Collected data
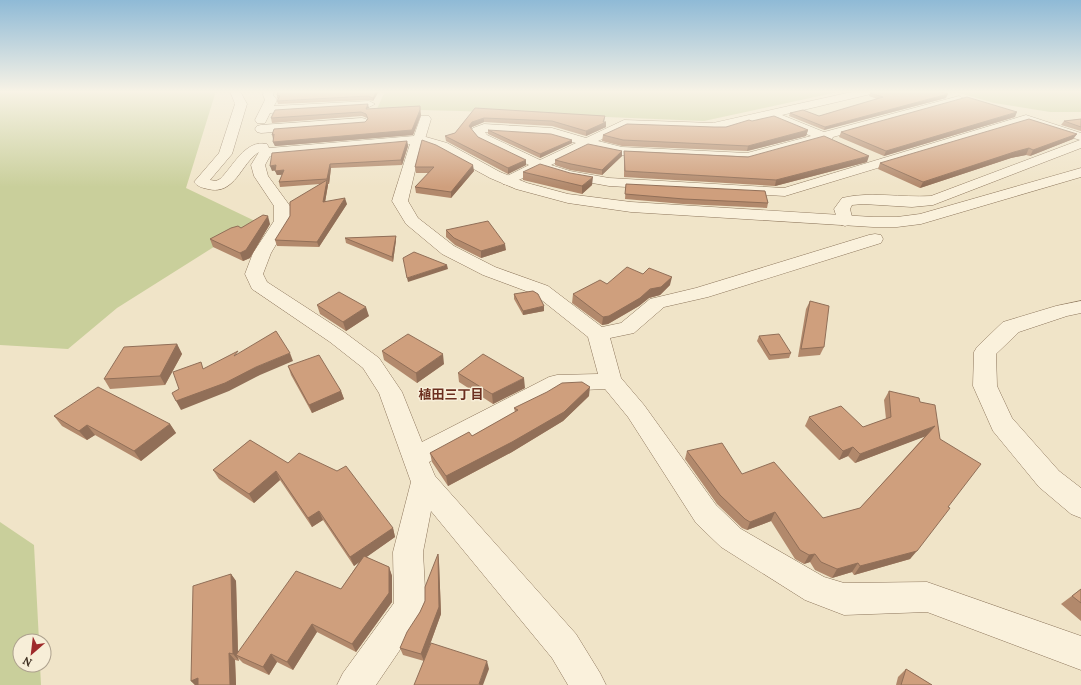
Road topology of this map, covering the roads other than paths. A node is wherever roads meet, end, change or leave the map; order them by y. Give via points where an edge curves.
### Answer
1 (362, 122) edge
2 (234, 123) edge
3 (261, 123) edge
4 (348, 123) edge
5 (731, 123) edge
6 (791, 123) edge
7 (870, 123) edge
8 (1013, 123) edge
9 (1038, 123) edge
10 (261, 129) junction
11 (422, 129) junction
12 (822, 136) junction
13 (1081, 137) edge
14 (367, 142) junction
15 (587, 142) junction
16 (1081, 144) edge
17 (842, 145) edge
18 (264, 149) junction
19 (863, 154) edge
20 (883, 162) junction
21 (541, 165) junction
22 (1081, 172) edge
23 (508, 181) junction
24 (845, 220) junction
25 (875, 239) dead end
26 (1081, 306) edge
27 (598, 334) junction
28 (611, 381) junction
29 (419, 470) junction
30 (1081, 505) edge
31 (1081, 653) edge
32 (355, 685) edge
33 (588, 685) edge

1 - 14 street
2 - 18 street via 225,154 201,182 208,186 219,185 228,180 253,150
3 - 10 street
4 - 10 street
5 - 15 street via 713,127 624,124
6 - 12 street
7 - 12 street
8 - 20 street
9 - 13 street
10 - 18 street
11 - 14 street
11 - 23 street via 440,145
11 - 27 street via 415,145 400,201 412,221 448,250 489,271 541,290
12 - 15 street via 747,157 622,151
12 - 17 street
14 - 18 street
15 - 21 street
15 - 21 street via 552,132 484,128 477,131 483,138
16 - 24 street via 933,200 847,201 842,209
18 - 29 street via 258,165 261,176 282,206 282,221 262,253 254,274 259,285 372,363 390,392
19 - 20 street
20 - 21 street via 785,192 609,182 564,173
21 - 23 street
22 - 24 street via 921,219 897,222
23 - 24 street via 536,192 594,204
25 - 27 street via 701,293 657,304 627,328
26 - 30 street via 1011,327 986,352 985,386 1002,424 1049,478
27 - 28 street
28 - 29 street via 557,383
28 - 31 street via 636,411 706,514 731,538 816,589 844,599 927,597
29 - 32 street via 408,552 410,608
29 - 33 street via 564,646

Activity — After dropping every picture, transcribe each entry exactly.

Task result —
Road topology of this map, covering the roads other than paths. A node is wherever roads meet, end, change or leave the map; order them by y. Give via points where an edge curves.
### Answer
1 (362, 122) edge
2 (234, 123) edge
3 (261, 123) edge
4 (348, 123) edge
5 (731, 123) edge
6 (791, 123) edge
7 (870, 123) edge
8 (1013, 123) edge
9 (1038, 123) edge
10 (261, 129) junction
11 (422, 129) junction
12 (822, 136) junction
13 (1081, 137) edge
14 (367, 142) junction
15 (587, 142) junction
16 (1081, 144) edge
17 (842, 145) edge
18 (264, 149) junction
19 (863, 154) edge
20 (883, 162) junction
21 (541, 165) junction
22 (1081, 172) edge
23 (508, 181) junction
24 (845, 220) junction
25 (875, 239) dead end
26 (1081, 306) edge
27 (598, 334) junction
28 (611, 381) junction
29 (419, 470) junction
30 (1081, 505) edge
31 (1081, 653) edge
32 (355, 685) edge
33 (588, 685) edge

1 - 14 street
2 - 18 street via 225,154 201,182 208,186 219,185 228,180 253,150
3 - 10 street
4 - 10 street
5 - 15 street via 713,127 624,124
6 - 12 street
7 - 12 street
8 - 20 street
9 - 13 street
10 - 18 street
11 - 14 street
11 - 23 street via 440,145
11 - 27 street via 415,145 400,201 412,221 448,250 489,271 541,290
12 - 15 street via 747,157 622,151
12 - 17 street
14 - 18 street
15 - 21 street
15 - 21 street via 552,132 484,128 477,131 483,138
16 - 24 street via 933,200 847,201 842,209
18 - 29 street via 258,165 261,176 282,206 282,221 262,253 254,274 259,285 372,363 390,392
19 - 20 street
20 - 21 street via 785,192 609,182 564,173
21 - 23 street
22 - 24 street via 921,219 897,222
23 - 24 street via 536,192 594,204
25 - 27 street via 701,293 657,304 627,328
26 - 30 street via 1011,327 986,352 985,386 1002,424 1049,478
27 - 28 street
28 - 29 street via 557,383
28 - 31 street via 636,411 706,514 731,538 816,589 844,599 927,597
29 - 32 street via 408,552 410,608
29 - 33 street via 564,646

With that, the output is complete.